Repeat the following entries exactly, excluding pictures.

=== Collected data entries ===
┄┄┄┄┄┄┄┄┄┄
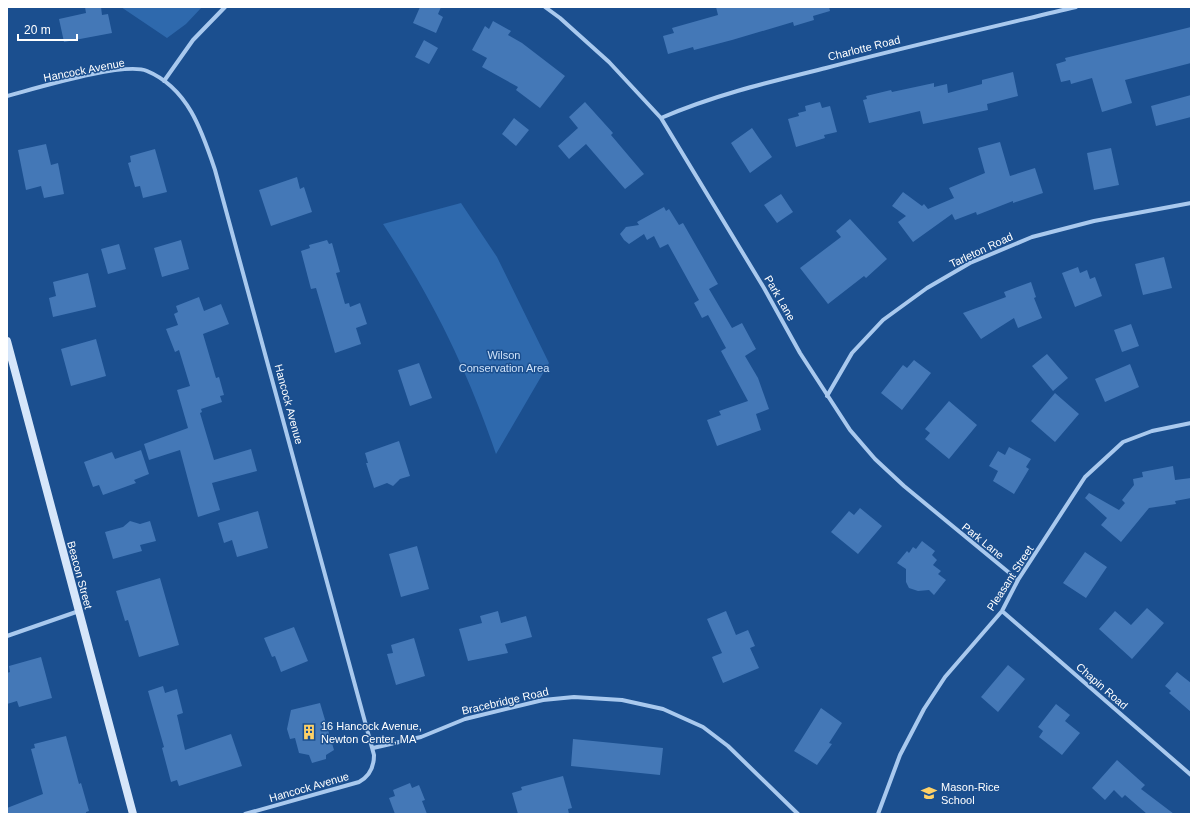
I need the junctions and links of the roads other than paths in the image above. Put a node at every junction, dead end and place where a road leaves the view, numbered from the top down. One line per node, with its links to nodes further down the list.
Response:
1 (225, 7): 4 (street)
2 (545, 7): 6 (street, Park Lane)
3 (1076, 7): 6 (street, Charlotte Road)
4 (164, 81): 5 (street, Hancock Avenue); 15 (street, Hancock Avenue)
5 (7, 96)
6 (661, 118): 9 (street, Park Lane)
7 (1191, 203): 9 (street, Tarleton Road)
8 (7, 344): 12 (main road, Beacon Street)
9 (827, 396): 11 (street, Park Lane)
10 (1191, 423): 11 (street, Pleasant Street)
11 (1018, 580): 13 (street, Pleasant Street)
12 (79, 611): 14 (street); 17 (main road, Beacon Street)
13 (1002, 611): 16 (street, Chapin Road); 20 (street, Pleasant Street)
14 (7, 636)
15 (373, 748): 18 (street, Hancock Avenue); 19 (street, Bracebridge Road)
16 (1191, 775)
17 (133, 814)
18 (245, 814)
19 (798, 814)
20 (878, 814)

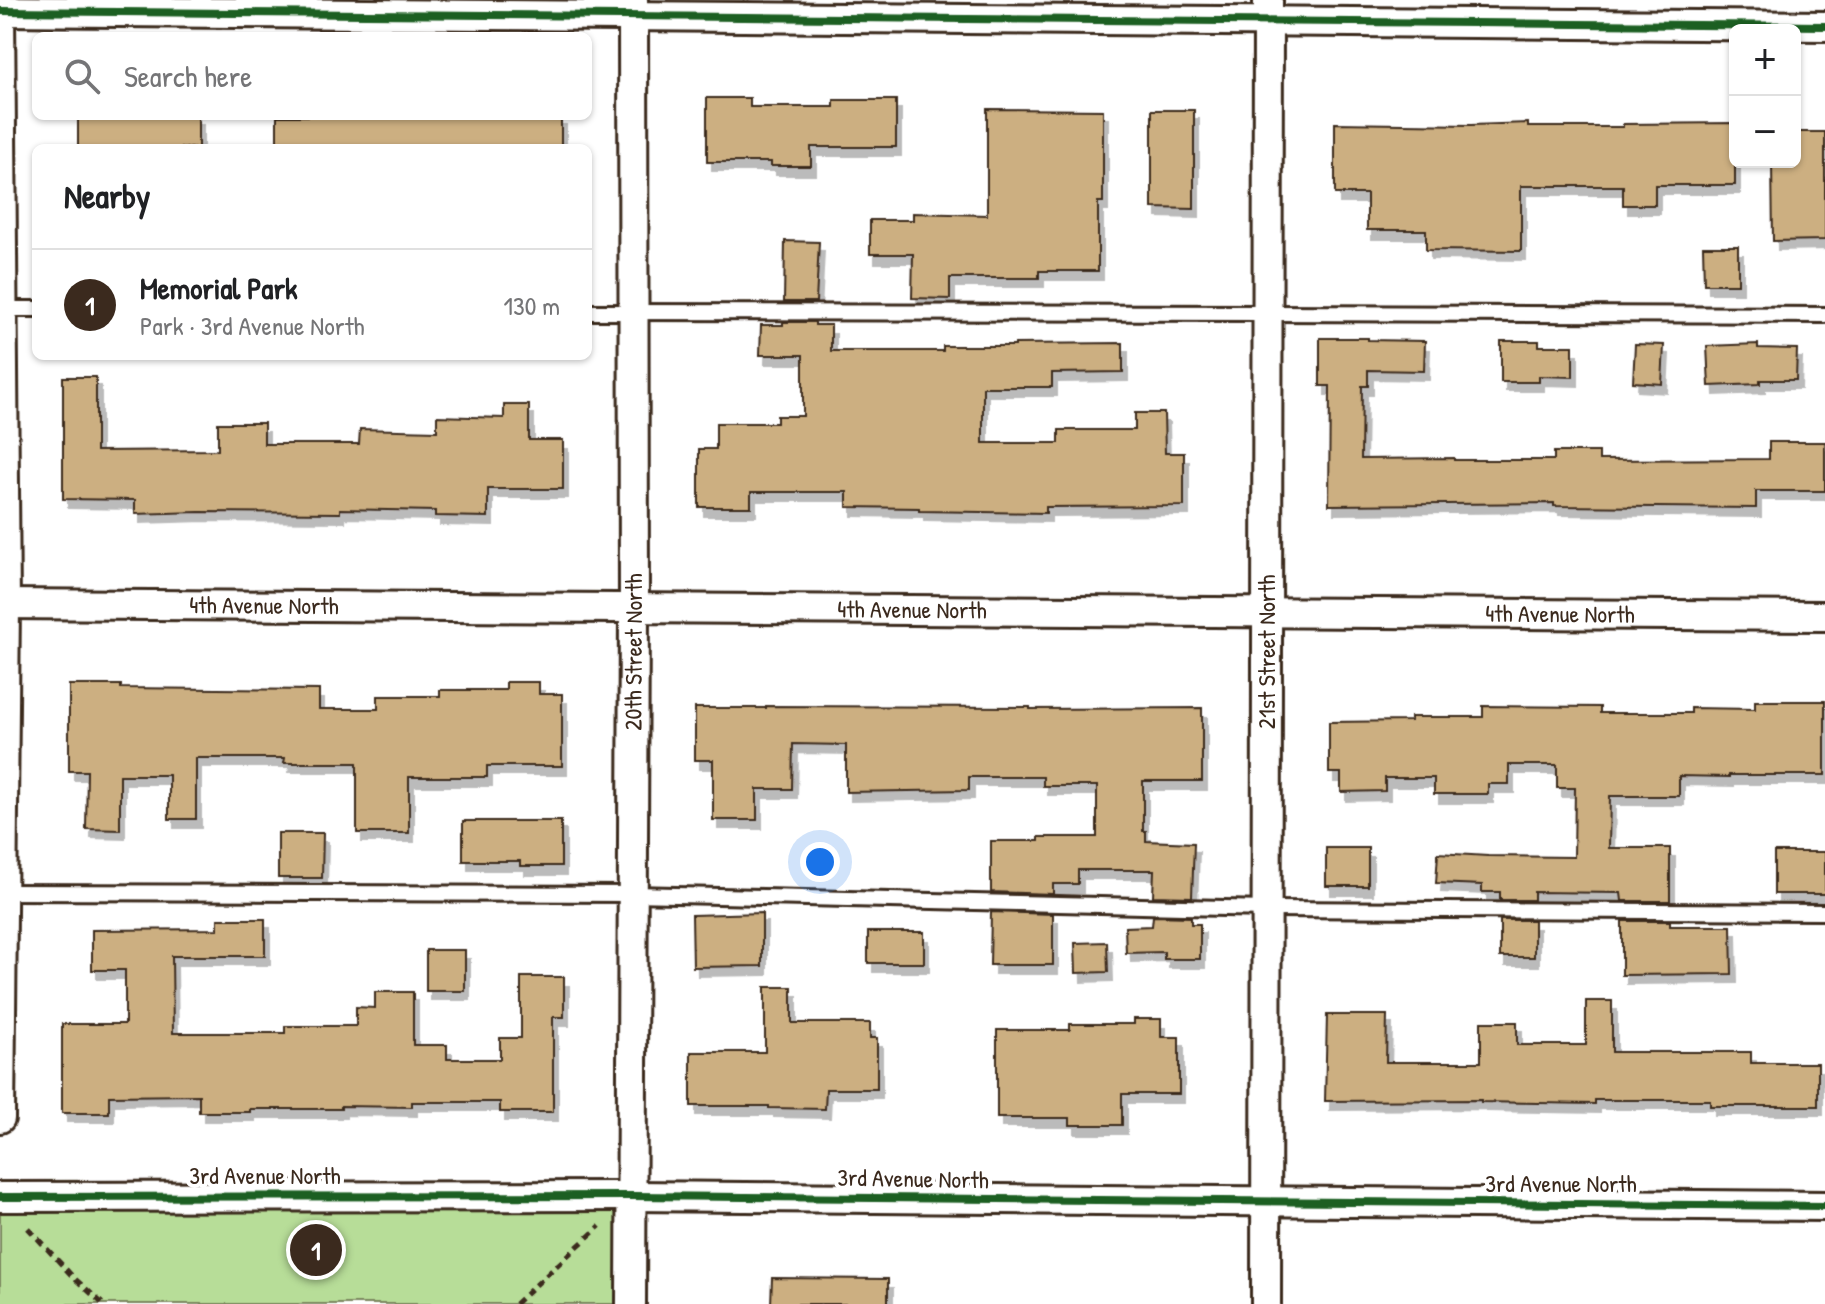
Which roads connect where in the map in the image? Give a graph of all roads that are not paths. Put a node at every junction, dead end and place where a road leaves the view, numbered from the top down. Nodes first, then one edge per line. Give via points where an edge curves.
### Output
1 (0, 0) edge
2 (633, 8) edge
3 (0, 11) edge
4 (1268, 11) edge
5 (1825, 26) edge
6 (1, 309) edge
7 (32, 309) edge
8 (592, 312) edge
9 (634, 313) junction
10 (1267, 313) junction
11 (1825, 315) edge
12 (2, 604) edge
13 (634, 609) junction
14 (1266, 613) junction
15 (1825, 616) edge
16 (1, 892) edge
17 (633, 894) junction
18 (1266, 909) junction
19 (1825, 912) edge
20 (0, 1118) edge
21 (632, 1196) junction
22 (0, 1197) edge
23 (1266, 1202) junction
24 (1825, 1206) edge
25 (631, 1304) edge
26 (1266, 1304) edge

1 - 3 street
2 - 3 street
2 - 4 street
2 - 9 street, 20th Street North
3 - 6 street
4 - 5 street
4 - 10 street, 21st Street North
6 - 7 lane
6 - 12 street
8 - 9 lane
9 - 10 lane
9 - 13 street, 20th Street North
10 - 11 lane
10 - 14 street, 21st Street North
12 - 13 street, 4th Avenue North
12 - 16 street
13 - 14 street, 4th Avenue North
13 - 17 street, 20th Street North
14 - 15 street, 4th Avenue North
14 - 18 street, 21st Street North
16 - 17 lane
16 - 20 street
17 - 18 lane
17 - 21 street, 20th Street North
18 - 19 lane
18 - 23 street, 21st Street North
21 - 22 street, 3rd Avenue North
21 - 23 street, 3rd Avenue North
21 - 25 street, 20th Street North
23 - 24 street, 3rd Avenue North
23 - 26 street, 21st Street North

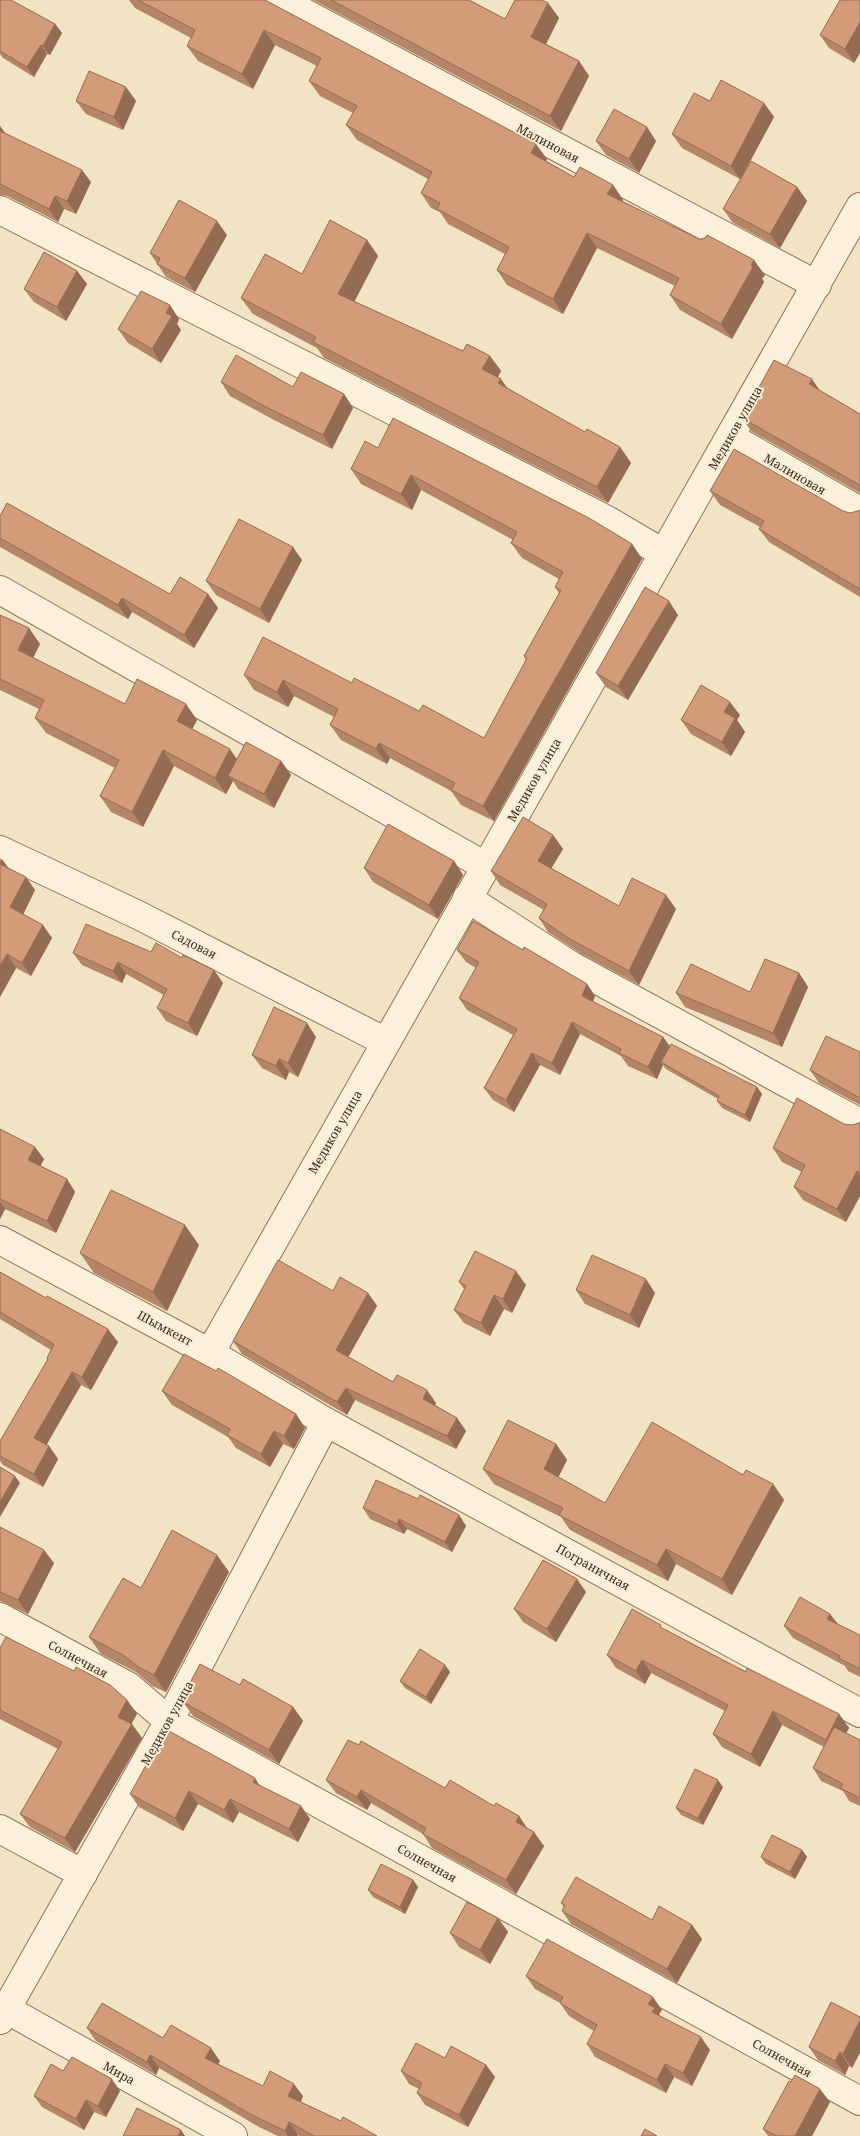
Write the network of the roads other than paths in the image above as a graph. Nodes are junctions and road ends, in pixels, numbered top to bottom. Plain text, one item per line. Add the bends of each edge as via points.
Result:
┄┄┄┄┄┄┄┄┄┄
=== SOLVED EXERCISE ===
I need the junctions and links of the roads other than paths in the image above. Put a node at every junction, dead end and place where a road leaves the view, numbered from the top down. One line per node, with its links to nodes further down the list.
Response:
1 (225, 7): 4 (street)
2 (545, 7): 6 (street, Park Lane)
3 (1076, 7): 6 (street, Charlotte Road)
4 (164, 81): 5 (street, Hancock Avenue); 15 (street, Hancock Avenue)
5 (7, 96)
6 (661, 118): 9 (street, Park Lane)
7 (1191, 203): 9 (street, Tarleton Road)
8 (7, 344): 12 (main road, Beacon Street)
9 (827, 396): 11 (street, Park Lane)
10 (1191, 423): 11 (street, Pleasant Street)
11 (1018, 580): 13 (street, Pleasant Street)
12 (79, 611): 14 (street); 17 (main road, Beacon Street)
13 (1002, 611): 16 (street, Chapin Road); 20 (street, Pleasant Street)
14 (7, 636)
15 (373, 748): 18 (street, Hancock Avenue); 19 (street, Bracebridge Road)
16 (1191, 775)
17 (133, 814)
18 (245, 814)
19 (798, 814)
20 (878, 814)

Which roads connect where in the map in the image? Give a graph of all roads that are not paths. Put a node at every junction, dead end and place where a road leaves the view, numbered from the top down. Nodes first, then one edge per line. Give via points where an edge curves.
### Output
1 (0, 0) edge
2 (633, 8) edge
3 (0, 11) edge
4 (1268, 11) edge
5 (1825, 26) edge
6 (1, 309) edge
7 (32, 309) edge
8 (592, 312) edge
9 (634, 313) junction
10 (1267, 313) junction
11 (1825, 315) edge
12 (2, 604) edge
13 (634, 609) junction
14 (1266, 613) junction
15 (1825, 616) edge
16 (1, 892) edge
17 (633, 894) junction
18 (1266, 909) junction
19 (1825, 912) edge
20 (0, 1118) edge
21 (632, 1196) junction
22 (0, 1197) edge
23 (1266, 1202) junction
24 (1825, 1206) edge
25 (631, 1304) edge
26 (1266, 1304) edge

1 - 3 street
2 - 3 street
2 - 4 street
2 - 9 street, 20th Street North
3 - 6 street
4 - 5 street
4 - 10 street, 21st Street North
6 - 7 lane
6 - 12 street
8 - 9 lane
9 - 10 lane
9 - 13 street, 20th Street North
10 - 11 lane
10 - 14 street, 21st Street North
12 - 13 street, 4th Avenue North
12 - 16 street
13 - 14 street, 4th Avenue North
13 - 17 street, 20th Street North
14 - 15 street, 4th Avenue North
14 - 18 street, 21st Street North
16 - 17 lane
16 - 20 street
17 - 18 lane
17 - 21 street, 20th Street North
18 - 19 lane
18 - 23 street, 21st Street North
21 - 22 street, 3rd Avenue North
21 - 23 street, 3rd Avenue North
21 - 25 street, 20th Street North
23 - 24 street, 3rd Avenue North
23 - 26 street, 21st Street North

Write the network of the roads other than paths in the image above as a graph. Nodes are junctions and road ends, in pixels, numbered top to bottom. Plain text, one item per line. Add the bends of each edge as via points.
Result:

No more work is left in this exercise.